Back in 2015, I'd been searching for a mental model for decision-making and governance for a long time, toying with the dated Vroom & Yetton model and others… Then I stumbled upon the Cynefin framework--Dave Snowden et al's Framework for Decision-Making. This way of seeing groups and providing the right frameworks for decision-making has been invaluable ever since.
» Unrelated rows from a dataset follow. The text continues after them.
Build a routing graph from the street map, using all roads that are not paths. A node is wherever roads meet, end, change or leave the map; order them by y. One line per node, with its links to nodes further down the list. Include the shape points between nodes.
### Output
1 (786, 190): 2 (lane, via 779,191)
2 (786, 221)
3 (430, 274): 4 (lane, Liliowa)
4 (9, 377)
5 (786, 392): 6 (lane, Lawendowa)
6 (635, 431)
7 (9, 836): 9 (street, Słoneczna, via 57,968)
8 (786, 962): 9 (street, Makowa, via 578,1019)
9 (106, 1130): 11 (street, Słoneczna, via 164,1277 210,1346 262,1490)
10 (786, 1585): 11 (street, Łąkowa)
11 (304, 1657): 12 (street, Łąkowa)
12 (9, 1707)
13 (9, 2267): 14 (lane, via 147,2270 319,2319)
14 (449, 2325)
It roughly translates to the five different ways I've seen groups operate. Let's look at these through the lens of the Cynefin framework.


A Group in Confusion

In a confused group, you'll see one or two folks insist on best practice or step-by-step approaches, while another suggests a literature review or SWOT analysis. Still another throws out some approaches that no one's tried, just to see what happens. And another plays "devil's advocate" with everything, leading the group into occasional flare-ups of chaos. When a group is information starved, has competing perspectives--or alternatively, when it doesn't prioritize a common understanding of shared language--it clouds their approach to decision-making and action. This group's deliverables, if they happen at all, are often achieved by one or two strong-willed people who bypass people and procedures to keep things moving. These efforts seldom address the right problem, and structured, iterative conversations are key to helping the group recognize their shared context.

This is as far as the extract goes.